## WORK TASK
Among the lines of the material below, how many carry the word "名古屋第二環状自動車道"? Only the number is wanted.

## DATA EXTRACTS
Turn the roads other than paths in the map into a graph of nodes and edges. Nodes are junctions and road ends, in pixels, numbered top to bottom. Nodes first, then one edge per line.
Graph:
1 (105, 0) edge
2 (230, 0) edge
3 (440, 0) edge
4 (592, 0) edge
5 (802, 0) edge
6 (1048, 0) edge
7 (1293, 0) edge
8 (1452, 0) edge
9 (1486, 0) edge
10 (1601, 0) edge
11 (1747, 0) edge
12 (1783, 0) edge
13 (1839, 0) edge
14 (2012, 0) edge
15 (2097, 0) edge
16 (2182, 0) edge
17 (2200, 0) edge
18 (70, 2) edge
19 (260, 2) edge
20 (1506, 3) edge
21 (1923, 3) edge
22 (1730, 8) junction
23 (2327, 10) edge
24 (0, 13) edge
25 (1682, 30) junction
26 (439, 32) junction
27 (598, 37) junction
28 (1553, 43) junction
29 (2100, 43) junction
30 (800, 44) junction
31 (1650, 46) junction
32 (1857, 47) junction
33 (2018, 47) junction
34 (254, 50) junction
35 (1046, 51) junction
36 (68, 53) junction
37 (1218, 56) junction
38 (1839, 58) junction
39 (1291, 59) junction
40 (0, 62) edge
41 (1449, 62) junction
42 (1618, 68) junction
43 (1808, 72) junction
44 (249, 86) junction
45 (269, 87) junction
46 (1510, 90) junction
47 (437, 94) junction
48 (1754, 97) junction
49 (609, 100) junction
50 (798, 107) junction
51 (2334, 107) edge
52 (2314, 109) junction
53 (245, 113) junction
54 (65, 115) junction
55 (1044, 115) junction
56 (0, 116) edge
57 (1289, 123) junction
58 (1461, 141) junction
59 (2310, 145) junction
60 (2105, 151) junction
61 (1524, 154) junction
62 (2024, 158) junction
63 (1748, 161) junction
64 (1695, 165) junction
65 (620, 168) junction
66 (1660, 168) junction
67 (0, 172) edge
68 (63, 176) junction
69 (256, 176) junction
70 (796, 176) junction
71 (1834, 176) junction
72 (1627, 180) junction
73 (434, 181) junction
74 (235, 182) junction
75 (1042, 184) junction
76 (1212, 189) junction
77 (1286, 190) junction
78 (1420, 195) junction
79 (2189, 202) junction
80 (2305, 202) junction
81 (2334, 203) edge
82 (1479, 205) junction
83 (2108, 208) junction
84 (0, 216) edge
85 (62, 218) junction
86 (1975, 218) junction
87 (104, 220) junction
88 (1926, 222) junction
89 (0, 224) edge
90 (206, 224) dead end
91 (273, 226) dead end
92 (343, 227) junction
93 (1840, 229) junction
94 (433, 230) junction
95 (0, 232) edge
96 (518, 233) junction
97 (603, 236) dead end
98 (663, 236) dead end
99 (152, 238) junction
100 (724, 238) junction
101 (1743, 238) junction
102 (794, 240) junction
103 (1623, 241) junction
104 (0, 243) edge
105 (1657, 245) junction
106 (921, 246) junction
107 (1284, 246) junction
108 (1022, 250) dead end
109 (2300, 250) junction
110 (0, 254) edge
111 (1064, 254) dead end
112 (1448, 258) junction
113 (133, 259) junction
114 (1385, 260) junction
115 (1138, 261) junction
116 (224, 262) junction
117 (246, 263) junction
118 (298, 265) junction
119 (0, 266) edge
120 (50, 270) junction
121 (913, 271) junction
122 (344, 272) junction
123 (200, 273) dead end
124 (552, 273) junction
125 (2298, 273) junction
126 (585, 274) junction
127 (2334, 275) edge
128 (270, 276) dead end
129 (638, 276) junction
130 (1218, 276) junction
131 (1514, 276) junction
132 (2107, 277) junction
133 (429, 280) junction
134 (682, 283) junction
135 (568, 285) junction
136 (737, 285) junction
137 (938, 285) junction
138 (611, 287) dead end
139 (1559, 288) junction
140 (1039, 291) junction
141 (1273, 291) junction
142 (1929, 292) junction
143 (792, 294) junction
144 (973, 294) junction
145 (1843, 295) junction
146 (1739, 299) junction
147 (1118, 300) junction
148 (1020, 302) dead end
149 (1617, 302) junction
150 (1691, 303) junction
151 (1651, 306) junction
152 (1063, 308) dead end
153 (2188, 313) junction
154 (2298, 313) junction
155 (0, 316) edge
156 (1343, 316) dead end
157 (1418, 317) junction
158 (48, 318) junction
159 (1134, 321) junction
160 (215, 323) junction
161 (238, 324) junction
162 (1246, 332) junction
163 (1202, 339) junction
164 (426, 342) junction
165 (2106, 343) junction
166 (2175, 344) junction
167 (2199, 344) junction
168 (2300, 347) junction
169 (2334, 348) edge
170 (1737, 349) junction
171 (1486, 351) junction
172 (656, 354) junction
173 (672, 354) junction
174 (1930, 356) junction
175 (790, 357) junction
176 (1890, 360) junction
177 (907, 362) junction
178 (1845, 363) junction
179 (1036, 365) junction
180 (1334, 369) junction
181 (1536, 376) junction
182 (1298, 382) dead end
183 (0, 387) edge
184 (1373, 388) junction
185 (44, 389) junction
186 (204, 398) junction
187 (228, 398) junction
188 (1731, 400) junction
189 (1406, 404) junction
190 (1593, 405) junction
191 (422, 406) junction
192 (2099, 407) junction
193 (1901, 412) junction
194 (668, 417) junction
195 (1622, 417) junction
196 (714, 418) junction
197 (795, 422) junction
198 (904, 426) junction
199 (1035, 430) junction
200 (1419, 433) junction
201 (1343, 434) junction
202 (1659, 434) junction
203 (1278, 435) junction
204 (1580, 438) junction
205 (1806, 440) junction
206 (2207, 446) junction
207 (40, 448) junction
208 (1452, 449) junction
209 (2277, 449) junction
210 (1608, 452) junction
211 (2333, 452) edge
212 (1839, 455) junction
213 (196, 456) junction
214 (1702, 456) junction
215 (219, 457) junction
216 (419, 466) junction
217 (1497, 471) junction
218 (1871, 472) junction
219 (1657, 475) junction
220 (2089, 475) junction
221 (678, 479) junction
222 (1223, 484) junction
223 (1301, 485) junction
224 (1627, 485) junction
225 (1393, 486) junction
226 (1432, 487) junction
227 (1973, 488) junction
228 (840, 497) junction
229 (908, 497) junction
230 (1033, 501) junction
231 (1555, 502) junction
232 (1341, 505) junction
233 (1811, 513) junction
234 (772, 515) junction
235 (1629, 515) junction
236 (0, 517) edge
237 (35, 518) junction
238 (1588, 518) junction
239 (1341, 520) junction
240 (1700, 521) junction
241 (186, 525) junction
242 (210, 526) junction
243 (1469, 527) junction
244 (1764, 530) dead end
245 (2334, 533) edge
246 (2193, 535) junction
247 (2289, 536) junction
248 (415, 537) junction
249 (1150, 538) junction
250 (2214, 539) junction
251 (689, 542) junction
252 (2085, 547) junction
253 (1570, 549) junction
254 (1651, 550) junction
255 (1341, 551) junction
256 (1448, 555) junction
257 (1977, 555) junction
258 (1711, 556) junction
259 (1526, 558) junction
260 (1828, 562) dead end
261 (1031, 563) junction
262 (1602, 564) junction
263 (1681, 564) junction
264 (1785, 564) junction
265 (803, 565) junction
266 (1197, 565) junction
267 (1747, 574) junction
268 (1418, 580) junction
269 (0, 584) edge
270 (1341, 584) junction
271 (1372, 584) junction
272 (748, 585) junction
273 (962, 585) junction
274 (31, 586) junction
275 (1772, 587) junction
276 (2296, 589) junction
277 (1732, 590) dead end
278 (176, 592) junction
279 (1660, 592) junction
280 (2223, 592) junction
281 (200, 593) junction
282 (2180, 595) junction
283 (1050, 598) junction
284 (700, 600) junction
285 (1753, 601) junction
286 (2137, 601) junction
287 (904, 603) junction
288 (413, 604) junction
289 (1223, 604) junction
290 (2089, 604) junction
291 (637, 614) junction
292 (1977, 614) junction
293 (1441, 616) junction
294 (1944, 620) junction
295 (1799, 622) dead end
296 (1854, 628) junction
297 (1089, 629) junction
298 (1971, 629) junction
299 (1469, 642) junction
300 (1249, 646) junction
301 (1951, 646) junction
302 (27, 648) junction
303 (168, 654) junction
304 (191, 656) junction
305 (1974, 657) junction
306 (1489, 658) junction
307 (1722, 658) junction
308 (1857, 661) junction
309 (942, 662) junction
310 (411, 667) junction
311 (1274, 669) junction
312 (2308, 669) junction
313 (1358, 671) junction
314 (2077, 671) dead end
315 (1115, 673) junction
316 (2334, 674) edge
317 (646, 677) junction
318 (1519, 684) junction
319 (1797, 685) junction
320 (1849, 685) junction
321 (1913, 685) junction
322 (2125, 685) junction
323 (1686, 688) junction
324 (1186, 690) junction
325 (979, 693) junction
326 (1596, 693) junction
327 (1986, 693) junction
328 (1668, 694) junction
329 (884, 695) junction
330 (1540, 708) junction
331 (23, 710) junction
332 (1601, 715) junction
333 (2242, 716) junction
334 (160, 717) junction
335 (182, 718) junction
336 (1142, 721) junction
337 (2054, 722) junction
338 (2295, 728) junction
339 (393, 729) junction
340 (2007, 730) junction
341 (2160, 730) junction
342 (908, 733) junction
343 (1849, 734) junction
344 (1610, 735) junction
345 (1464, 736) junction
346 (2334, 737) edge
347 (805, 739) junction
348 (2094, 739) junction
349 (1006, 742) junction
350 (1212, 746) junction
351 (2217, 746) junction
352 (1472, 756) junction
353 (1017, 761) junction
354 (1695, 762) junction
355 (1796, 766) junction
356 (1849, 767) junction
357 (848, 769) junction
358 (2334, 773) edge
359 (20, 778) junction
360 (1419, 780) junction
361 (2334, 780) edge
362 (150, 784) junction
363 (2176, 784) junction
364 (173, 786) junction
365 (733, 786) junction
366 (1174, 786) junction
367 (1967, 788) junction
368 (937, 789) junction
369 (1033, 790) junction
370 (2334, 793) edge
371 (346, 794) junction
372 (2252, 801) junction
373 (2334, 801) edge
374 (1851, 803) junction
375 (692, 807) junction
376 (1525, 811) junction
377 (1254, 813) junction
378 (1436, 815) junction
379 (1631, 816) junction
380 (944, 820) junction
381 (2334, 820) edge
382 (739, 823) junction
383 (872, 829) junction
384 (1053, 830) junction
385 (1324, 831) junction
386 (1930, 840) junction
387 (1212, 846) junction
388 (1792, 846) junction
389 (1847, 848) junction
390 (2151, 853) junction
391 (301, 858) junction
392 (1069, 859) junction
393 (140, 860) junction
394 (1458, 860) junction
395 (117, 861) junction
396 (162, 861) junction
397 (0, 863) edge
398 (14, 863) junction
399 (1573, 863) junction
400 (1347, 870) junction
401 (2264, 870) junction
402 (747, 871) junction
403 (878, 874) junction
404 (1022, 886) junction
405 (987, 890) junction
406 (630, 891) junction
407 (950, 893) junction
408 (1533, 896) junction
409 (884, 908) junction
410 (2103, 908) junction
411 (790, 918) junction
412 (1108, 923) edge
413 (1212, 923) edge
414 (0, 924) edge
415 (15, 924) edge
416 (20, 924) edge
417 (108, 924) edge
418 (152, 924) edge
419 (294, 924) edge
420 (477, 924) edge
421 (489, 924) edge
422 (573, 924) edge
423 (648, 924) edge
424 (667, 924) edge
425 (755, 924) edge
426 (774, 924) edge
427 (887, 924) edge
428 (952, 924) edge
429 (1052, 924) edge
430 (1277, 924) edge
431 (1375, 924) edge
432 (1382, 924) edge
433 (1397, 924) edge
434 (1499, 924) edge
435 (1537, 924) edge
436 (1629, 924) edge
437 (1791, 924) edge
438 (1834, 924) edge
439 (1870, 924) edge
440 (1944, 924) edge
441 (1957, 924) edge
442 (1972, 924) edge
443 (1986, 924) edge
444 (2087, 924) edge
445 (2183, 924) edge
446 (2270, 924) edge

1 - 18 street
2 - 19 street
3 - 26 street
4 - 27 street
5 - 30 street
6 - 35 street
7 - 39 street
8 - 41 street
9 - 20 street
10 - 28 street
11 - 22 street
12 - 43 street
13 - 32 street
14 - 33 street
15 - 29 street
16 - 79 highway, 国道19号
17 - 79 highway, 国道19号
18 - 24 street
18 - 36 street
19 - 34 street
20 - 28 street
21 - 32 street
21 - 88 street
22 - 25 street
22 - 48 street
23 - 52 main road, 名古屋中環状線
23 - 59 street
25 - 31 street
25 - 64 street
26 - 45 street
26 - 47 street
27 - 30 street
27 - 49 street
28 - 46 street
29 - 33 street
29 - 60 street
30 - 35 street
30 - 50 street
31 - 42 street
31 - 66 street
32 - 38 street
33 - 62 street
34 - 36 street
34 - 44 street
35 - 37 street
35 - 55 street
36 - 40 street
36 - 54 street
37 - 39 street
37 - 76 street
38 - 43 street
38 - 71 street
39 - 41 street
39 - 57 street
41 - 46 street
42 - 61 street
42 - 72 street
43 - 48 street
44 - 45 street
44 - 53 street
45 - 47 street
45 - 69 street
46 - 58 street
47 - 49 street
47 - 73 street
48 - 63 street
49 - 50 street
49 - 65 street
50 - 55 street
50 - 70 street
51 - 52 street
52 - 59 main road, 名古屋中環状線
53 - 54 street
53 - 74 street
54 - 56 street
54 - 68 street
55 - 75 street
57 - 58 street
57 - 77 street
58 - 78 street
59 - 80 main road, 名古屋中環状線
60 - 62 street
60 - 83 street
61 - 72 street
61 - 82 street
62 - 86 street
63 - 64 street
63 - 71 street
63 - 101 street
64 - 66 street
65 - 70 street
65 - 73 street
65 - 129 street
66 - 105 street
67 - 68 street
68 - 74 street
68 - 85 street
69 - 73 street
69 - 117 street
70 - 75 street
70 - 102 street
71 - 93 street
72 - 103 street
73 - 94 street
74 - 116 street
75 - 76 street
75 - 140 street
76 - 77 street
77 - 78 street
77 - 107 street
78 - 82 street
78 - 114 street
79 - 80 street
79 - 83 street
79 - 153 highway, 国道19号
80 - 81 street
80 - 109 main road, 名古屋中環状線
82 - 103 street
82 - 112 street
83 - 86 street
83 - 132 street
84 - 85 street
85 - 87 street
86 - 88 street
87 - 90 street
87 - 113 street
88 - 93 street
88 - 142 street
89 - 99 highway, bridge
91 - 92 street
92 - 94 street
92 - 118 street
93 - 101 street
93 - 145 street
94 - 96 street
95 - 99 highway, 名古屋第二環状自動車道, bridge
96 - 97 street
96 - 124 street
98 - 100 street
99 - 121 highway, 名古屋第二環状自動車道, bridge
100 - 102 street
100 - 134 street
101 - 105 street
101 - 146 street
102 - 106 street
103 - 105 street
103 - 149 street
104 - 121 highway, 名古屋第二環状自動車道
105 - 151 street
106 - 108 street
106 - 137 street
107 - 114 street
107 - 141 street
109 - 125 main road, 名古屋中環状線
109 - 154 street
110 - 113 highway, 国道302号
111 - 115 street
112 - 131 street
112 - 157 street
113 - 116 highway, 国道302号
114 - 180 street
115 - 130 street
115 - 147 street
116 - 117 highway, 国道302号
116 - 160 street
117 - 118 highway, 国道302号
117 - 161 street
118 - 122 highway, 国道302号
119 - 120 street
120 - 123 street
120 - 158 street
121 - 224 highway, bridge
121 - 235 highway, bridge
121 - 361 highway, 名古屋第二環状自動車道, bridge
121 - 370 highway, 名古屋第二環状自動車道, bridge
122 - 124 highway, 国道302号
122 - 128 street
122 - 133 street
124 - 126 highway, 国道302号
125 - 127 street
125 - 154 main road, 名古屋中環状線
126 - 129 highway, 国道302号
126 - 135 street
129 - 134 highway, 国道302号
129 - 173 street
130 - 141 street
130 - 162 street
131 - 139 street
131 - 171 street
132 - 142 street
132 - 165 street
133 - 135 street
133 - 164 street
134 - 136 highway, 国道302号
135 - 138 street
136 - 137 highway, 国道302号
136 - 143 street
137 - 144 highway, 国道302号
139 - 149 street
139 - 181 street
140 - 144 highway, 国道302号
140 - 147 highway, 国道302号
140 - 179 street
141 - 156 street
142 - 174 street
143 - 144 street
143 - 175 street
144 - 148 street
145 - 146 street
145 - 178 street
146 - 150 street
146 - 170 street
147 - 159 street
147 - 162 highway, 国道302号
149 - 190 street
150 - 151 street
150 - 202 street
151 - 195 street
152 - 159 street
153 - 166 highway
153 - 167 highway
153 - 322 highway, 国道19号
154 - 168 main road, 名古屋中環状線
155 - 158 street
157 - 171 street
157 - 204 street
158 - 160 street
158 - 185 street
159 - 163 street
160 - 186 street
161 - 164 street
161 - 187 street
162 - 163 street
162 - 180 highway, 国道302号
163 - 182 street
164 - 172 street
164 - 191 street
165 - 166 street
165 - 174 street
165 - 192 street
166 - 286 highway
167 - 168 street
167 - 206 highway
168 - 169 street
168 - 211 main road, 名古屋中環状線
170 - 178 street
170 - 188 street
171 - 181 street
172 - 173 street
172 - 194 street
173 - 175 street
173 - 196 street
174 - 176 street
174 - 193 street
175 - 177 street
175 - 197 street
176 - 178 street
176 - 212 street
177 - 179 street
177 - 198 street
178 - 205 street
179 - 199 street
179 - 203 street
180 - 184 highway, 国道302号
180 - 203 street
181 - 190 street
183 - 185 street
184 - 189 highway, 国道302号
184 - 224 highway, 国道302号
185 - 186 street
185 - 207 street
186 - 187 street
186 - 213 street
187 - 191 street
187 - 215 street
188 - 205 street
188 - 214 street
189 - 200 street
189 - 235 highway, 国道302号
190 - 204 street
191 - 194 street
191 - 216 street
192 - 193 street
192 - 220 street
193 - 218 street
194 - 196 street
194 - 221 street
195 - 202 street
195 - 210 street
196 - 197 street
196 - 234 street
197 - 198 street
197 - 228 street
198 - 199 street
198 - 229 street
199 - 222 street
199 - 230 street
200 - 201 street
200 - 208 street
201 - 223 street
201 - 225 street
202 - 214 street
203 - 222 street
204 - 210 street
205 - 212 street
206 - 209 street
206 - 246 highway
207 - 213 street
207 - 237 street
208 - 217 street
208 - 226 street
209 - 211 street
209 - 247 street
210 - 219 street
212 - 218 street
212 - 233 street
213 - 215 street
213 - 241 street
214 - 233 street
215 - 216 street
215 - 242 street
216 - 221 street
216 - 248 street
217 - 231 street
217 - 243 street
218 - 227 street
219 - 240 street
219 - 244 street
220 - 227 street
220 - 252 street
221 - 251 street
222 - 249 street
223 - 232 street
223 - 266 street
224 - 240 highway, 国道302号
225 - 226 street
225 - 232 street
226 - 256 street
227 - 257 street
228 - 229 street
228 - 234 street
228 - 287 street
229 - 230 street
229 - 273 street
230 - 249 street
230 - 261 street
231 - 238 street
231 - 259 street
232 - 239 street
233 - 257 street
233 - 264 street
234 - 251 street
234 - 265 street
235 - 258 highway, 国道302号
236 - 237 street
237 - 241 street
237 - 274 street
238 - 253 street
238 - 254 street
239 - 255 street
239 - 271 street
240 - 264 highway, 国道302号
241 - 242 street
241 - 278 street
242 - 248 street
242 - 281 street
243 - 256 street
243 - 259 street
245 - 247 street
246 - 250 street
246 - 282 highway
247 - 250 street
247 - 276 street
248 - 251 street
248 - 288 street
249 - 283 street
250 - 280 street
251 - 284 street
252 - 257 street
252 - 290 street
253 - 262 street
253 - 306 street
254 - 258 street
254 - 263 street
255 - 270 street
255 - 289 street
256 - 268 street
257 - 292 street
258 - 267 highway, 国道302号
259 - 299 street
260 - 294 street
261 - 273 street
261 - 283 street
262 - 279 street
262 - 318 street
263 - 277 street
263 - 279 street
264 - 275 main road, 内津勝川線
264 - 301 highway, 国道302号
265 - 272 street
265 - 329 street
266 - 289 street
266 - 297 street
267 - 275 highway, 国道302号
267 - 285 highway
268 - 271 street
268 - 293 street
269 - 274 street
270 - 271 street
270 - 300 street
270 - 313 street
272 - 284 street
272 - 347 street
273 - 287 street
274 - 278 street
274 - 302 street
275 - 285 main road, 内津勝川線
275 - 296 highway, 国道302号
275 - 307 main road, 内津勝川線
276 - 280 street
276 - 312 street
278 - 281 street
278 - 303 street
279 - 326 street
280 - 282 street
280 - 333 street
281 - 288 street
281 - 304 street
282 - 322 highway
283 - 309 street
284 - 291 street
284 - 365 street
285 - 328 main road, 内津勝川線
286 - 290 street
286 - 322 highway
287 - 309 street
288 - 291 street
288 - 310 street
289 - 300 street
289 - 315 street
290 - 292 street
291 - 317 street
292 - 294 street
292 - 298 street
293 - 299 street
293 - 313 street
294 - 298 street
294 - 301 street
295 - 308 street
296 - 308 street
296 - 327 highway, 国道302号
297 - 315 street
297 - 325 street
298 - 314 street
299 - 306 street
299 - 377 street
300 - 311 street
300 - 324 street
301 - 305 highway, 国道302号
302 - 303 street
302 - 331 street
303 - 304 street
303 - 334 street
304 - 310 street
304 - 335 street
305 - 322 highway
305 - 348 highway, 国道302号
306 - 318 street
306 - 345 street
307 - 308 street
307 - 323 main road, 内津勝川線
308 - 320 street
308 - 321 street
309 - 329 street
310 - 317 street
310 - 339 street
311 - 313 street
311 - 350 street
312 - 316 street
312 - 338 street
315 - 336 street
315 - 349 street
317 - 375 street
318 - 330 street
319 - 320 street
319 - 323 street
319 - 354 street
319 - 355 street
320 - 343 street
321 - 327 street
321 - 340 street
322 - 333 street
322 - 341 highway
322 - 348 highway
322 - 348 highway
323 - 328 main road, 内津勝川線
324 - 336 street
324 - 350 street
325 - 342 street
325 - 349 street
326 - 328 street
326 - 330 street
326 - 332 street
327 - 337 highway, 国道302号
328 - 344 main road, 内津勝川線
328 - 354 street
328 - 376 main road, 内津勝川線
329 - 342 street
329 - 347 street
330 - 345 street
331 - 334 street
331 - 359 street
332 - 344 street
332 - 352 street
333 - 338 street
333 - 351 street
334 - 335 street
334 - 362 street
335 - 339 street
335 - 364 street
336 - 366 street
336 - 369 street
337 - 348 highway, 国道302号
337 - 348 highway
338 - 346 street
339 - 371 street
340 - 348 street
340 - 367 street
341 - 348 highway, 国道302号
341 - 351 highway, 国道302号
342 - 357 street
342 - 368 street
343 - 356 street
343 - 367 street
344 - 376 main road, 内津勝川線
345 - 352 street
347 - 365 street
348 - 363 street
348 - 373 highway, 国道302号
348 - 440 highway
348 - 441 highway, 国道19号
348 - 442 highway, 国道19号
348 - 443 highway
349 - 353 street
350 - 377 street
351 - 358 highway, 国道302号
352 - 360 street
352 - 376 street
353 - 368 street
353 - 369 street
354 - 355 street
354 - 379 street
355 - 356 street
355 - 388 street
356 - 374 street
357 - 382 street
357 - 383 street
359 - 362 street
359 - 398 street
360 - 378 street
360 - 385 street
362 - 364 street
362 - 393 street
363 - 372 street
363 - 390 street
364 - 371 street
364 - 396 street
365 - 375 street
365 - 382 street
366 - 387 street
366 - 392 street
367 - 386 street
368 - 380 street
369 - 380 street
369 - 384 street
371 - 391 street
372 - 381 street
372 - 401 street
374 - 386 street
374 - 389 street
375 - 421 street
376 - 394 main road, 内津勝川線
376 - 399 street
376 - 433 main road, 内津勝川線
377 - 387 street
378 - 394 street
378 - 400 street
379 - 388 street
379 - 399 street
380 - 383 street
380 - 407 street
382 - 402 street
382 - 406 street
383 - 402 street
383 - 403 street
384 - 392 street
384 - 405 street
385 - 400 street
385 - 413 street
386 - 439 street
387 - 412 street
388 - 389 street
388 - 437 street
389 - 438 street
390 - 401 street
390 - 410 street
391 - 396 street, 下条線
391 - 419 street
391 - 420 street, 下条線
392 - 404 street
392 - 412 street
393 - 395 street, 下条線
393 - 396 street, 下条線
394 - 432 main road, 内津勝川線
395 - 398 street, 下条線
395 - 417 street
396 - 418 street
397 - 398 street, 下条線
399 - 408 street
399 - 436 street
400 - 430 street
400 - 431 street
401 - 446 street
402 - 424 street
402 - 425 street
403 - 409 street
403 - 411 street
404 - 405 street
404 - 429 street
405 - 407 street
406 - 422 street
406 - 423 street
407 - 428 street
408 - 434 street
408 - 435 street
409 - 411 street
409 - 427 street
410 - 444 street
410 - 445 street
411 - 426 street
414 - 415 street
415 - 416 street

## ANSWER TO THE PROBLEM
5